With the US economy in free fall, many forecasters are digging deep into history textbooks for guidance on what to expect. They often turn to the head for the 30s.
“Obviously people have made comparisons to the Great Depression,” said former Federal Reserve Chairman Ben Bernanke.
“This is not a very good comparison,” he warned.
Bernanke, a student of the Great Depression, said the crisis was caused by a financial meltdown and was exacerbated by poor policy choices, including his Fed’s predecessors’ decision to raise interest rates.
Perhaps most importantly, the Depression has dragged on for a decade. Although Bernanke does not expect to recover from the current crisis in the next six months, he also does not see it stretching indefinitely.
“If all goes well, in a year or two, we should be in a much better position,” Bernanke told an audience at the Brookings Institution last month.
This optimistic view is supported by a different historical example from more than a decade before the Great Depression: the 1918 flu pandemic, after which the US economy rebounded relatively quickly.
“I think there’s a lot to hope for,” said Carola Friedman, an economic historian at the Kelling School of Management.
The so-called Spanish flu pandemic has killed approximately 50 million people worldwide, including hundreds of thousands in the United States. This also triggered some of the same “social distancing” measures we took against the coronavirus, with closed bars, schools and churches.
Yet the economic downturn was “mostly modest and temporary,” Friedman wrote. And the United States enjoyed strong growth over the next decade.
She believes this could happen again.
“Once people feel confident about interacting and running their business again, I wouldn’t expect the economic downturn to last much longer,” Friedman told NPR.
Of course, no one is sure how long it will take people to feel comfortable shopping or traveling again – or how many businesses and families can move in the meantime.
In 1918, government spending on World War I helped offset some of the lost private demand, Friedman said. No one is advocating for another world war. Fed Chairman Jerome Powell said the federal government may have to spend more than the trillions already postponed to keep businesses and families on board.
“Additional fiscal support can be expensive, but it’s worth it if it helps avoid long-term damage and leaves us with a stronger recovery,” Powell said during an online forum sponsored by the Peterson Institute for International Economics.
Other government policies – including protectionism – may hamper recovery. President Trump has long advocated for higher trade barriers. He gets less resistance, thanks to the pandemic.
“These stupid supply chains that are all over the world – we have a supply chain where they are made in all different parts of the world and a small piece of the world breaks down and the whole thing goes wrong,” Trump said in an interview with Fox Business last week. “I said we shouldn’t have supply chains. We should all have them in the United States.”
Here the Great Depression offers a useful lesson. In the 1930s, the United States and other countries turned their backs on trade by adopting steep tariffs in an attempt to support their depressed economies. It caused feedback.

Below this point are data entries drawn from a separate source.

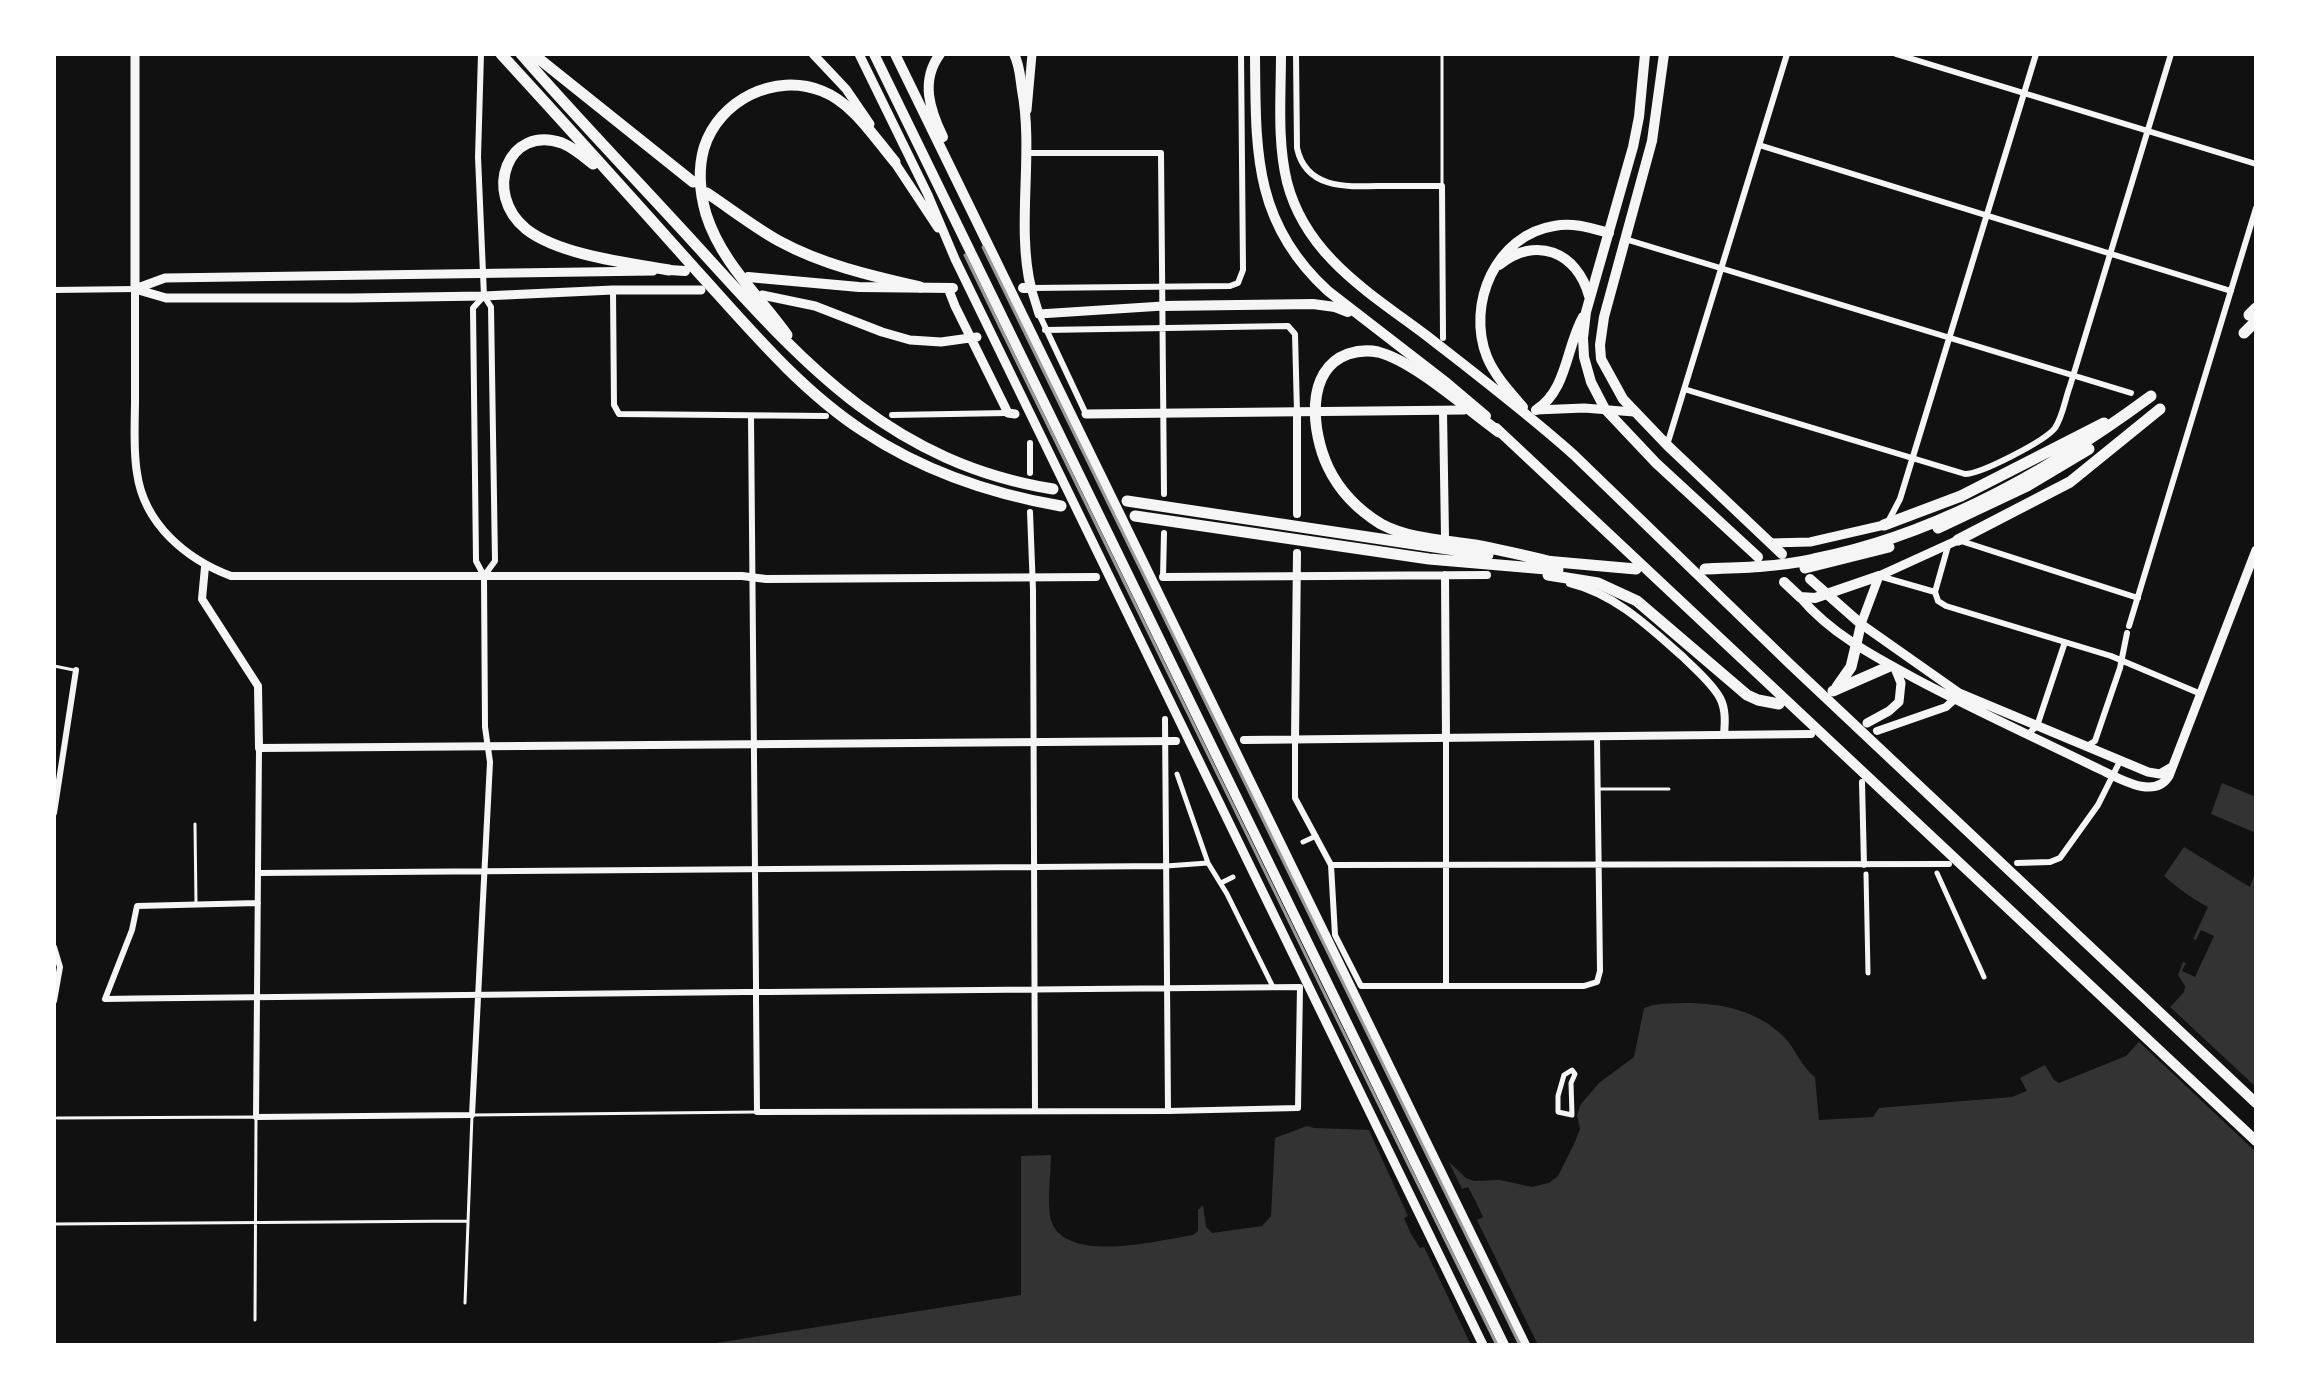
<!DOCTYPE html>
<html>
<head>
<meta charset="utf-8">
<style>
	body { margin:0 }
	#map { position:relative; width:2310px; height:1399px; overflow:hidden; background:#111; font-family:"Space Grotesk",sans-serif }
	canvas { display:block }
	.frame { position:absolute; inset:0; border:56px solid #fff; pointer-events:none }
</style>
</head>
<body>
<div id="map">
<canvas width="2310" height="1399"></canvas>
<div class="frame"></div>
</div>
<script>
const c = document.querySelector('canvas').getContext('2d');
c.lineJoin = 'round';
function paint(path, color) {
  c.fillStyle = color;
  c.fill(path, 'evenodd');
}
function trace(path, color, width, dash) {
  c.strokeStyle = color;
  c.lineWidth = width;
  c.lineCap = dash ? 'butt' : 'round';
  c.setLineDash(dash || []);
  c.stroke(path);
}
paint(new Path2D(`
	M2222,783l34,14v36l-45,-19z
	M2184,847l66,40 6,-17v475h-1553l318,-50v-139l30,-1c0,18 -5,53 1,68 17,41 109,17 141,12l5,-4v-21l5,-5 3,22 6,6 50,-7 9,-10 4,-78 32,-12 7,2 60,2 74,31 18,17 8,3 26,-1 32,7 17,-4 9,-7 17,-34 5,-13 -3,-14 4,-11 18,-21 35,-26 10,-49 9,-3c45,-5 97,-2 131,32 12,12 17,30 31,40l4,43 54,-3 6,-9 133,-11 15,-6 -7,-13 25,-13 9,15 5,3 67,-27 58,-64 1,-6 -7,-11 5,-13 3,1 -4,8 13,6 19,-41 -13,-6 -5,10 -3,-1 15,-32c-17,-9 -29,-18 -44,-31z`), '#333');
paint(new Path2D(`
	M2168,1005l88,82v65l-120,-113z
	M1367,1126l40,8 23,10 15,10 17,35 6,-2 8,15 7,15 -6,3 61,125h-67l-47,-98 -4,1 -9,-14 -7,-16 4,-2z`), '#111');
trace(new Path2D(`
	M1442,186v-132
	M54,666l20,4
	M1598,789h71
	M195,824l1,80
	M57,1118l199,-1 -1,203
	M54,1224l414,-3
	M465,1303l7,-188 285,-3`), '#f5f5f5', 3);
trace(new Path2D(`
	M1177,774l31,89 19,31 46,93
	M1303,842l13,-6
	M1166,866l42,-3
	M1937,873l47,104
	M1866,874l2,99
	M1221,883l12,-6
	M1572,1070l3,4 -4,9 1,32 -14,-3v-16l6,-21z`), '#f5f5f5', 5);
trace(new Path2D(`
	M481,54l-3,103 6,139 7,11 4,254 -11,15
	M1296,54l1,94c9,41 49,39 82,38 21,0 42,0 63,0l1,152
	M1896,54l360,110
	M1759,145l472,146
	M1026,153h135l3,341
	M1625,239l506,154
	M1031,288l199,-2 8,-3 5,-13 -2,-216
	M54,290l81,-1
	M613,290l1,115 5,9 207,2
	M1039,314l47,100
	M1045,330l243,-4 7,8 2,78
	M1684,389l281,85c16,0 80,-33 90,-46 8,-12 10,-29 15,-42l101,-332
	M892,415l116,-2
	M1030,443v30
	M1667,445l120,-391
	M1030,512l3,78 2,521
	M1889,520l11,-21 136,-445
	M1961,541l177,57
	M1879,576l56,16 3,9 8,5 165,50 90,38
	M1163,577l1,-44
	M1935,592l13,-46
	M2129,626l127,-418
	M1165,719l3,392
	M2028,734l9,-8 28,-84
	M1446,739v247
	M1295,740v58l36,67 4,70 26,51h223l13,-4 3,-11 -3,-233
	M2087,746l8,-5 25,-73 7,-35
	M259,748l-3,369 216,-2 18,-353 -5,-35 -1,-151 -8,-15 -3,-253 11,-12
	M1862,782l2,83
	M54,813l22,-143
	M2017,863l33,-1 10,-4 38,-53 22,-44
	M1331,865l618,-1
	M258,873l908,-7
	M258,903l-121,3 -5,24 -27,69c213,-4 426,-5 640,-7h24l531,-5 -2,121 -130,3 -411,1 -1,-112v-16l-5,-568
	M54,947l6,20 -6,34`), '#f5f5f5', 6);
trace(new Path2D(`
	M135,289c0,37 0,74 0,111 0,24 -2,49 2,73 7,51 49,86 94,103h511l24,3 330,-2
	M1443,411l2,125
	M1297,514v-102
	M205,567l-3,32 56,87 1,62 917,-7
	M1445,575l1,164
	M1163,577l324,-2
	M1570,583c45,11 79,44 113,74 12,12 29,26 37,41 6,11 5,25 4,37
	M1877,731l69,-24 11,-10
	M1244,740l567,-6
	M1295,740l2,-187`), '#f5f5f5', 8);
trace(new Path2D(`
	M135,54v235
	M813,54l33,35 24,35
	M859,54l69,141 27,64 528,1086
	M1027,110l5,-56
	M891,157l47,71
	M948,288l7,18 53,107 7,1
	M1031,288l8,26 124,-8
	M135,289l31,9h187l131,-2 129,-6h88
	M135,289l30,-11 488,-7
	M762,295l53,11 67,26 28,8 31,2 36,-5
	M1536,410l48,-2 50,4
	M1086,414l378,-4
	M1958,540l-79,36 -18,48 98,69 189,79 12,2 12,-7
	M1770,543l40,-1 74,-17
	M1800,597c30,36 73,59 114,81 60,32 122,60 183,90 20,9 57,33 72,8l87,-226
	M1867,723l22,-12 10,-9 2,-19 -6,-15`), '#f5f5f5', 9);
trace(new Path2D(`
	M874,54l630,1291
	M895,54l630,1291
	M940,54c-20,27 -10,56 3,83
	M1014,54c6,12 6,23 8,36 12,63 -6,137 9,198h-8
	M1645,54l-6,63 -6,30 -47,165 -3,26 1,19 7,25 14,27 51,54 102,94
	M1664,54l-12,87 -48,176 -4,28 1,14 22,40 44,46 115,109
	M669,270l16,1
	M748,277l111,10 94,1
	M1536,410c31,-19 30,-63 47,-93
	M1810,579l51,45 -5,22
	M1784,582l16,15 15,1 64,-22`), '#f5f5f5', 10);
trace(new Path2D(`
	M1255,54c1,94 -3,168 73,237l119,92 39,33
	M1281,54c0,42 -4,87 6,128 19,74 83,111 140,154 50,39 100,77 147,119l217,210 465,438
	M1499,265c37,-30 78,-13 90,31
	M1163,306l150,-2 22,3 13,5
	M1523,407c-14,-16 -28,-31 -36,-50 -21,-53 9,-122 67,-131 19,-4 37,2 55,7
	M1496,428l760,713`), '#f5f5f5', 10);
trace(new Path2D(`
	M501,54c66,72 131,144 196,217 51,56 102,118 166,160 60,40 128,63 198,75
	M521,54c53,61 110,120 165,180 109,119 196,227 367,255
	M533,54l160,128
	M593,164c-10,-8 -19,-16 -31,-21 -54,-19 -80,50 -36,86 33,26 102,34 143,41
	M707,193c24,16 47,34 72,48 44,24 93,35 141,46
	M2249,315l7,-7
	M2244,333l12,-12
	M787,335c-28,-39 -66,-73 -81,-121 -6,-21 -8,-45 -2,-66 15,-48 71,-76 118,-57 31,12 52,46 73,71
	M1499,432c-32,-23 -85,-71 -121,-80 -10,-2 -21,-1 -30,2 -44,16 -36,79 -20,113 11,23 30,43 53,57 28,15 63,16 94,21 26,5 52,11 77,17
	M1127,501l361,54
	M1135,516l294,43 129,11
	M1884,525l77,-29 143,-73
	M1938,528l89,-42 62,-37
	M1958,540l112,-58 90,-73
	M1545,561l91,8
	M1805,568l84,-21
	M1705,569c36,-1 73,-2 109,-10 123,-24 237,-89 337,-163
	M1548,575l50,8 39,18 110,94 11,5 21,4
	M1837,687l14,-20 5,-21
	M1833,691l57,-25`), '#f5f5f5', 11);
trace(new Path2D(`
	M983,247l537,1098
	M965,255c175,365 354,727 532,1090`), '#9a9a9a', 3);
</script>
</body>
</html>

“And that, economists believe, has contributed to how long the Great Depression has lasted,” said Chad Bone of the Peterson Institute for International Economics. “This has made it very, very difficult for countries to re-grow their economies and use trade to help them get there.”
Bone admits that protectionism is a natural reflex at a time like this, but warns that it is counterproductive. The coronavirus should not touch another Great Depression, but with the wrong policy it could.